Until the very recent past, same-sex marriage was illegal in the state of Utah — and consequently, so was same-sex adoption, custody, and divorce.

The first recognized marriage took place on December 20, 2013, after U.S. District Court Judge Robert J. Shelby ruled in Kitchen v. Herbert that Utah’s ban on gay marriage was unconstitutional. The issuance of marriage licenses was then halted, but resumed on October 6, 2014, after the Tenth Circuit Court of Appeals struck down the temporary ban.

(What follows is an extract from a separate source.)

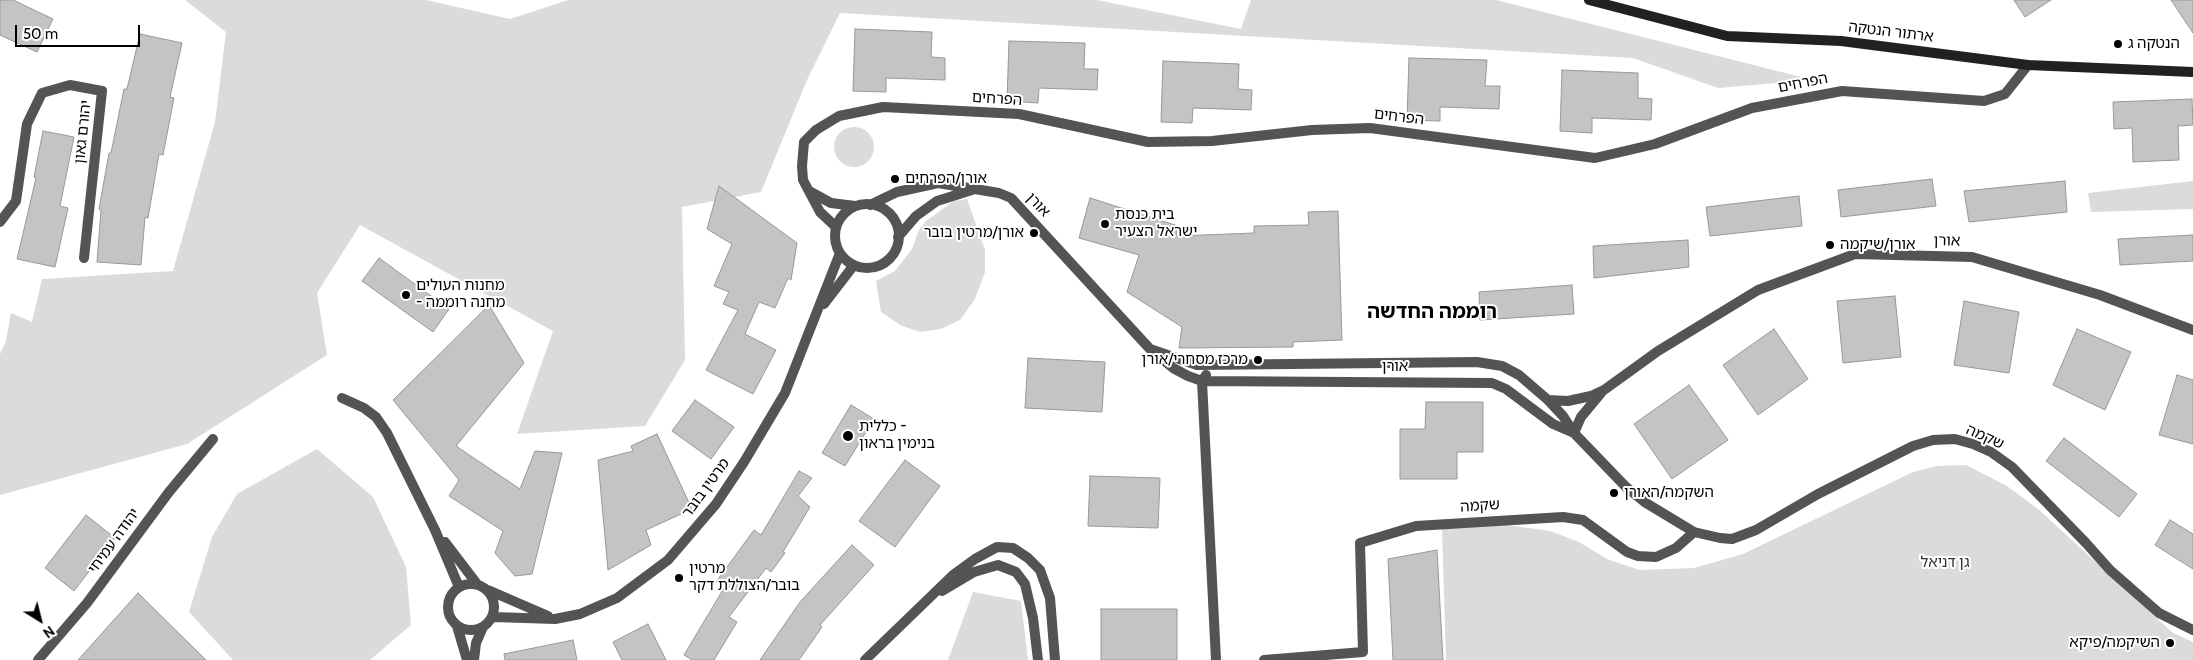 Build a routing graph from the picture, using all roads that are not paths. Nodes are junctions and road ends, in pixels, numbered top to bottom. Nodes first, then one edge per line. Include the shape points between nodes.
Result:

Same-sex adoption followed shortly after, after the Utah Supreme Court ruled to lift the former stay. Troy Williams, the executive director of Equality Utah, said the ruling in favor of gay adoption “rectifies a major injustice,” adding, “Families all over Utah are celebrating having their families united.”

The ruling strikes at the heart of the legislature’s wording.  The original language used verbatim under Judicial Code §78B-6-117(3), which is part of the Utah Adoption Act, plainly states the following:

A child may not be adopted by a person who is cohabiting in a relationship that is not a legally valid and binding marriage under the laws of this state.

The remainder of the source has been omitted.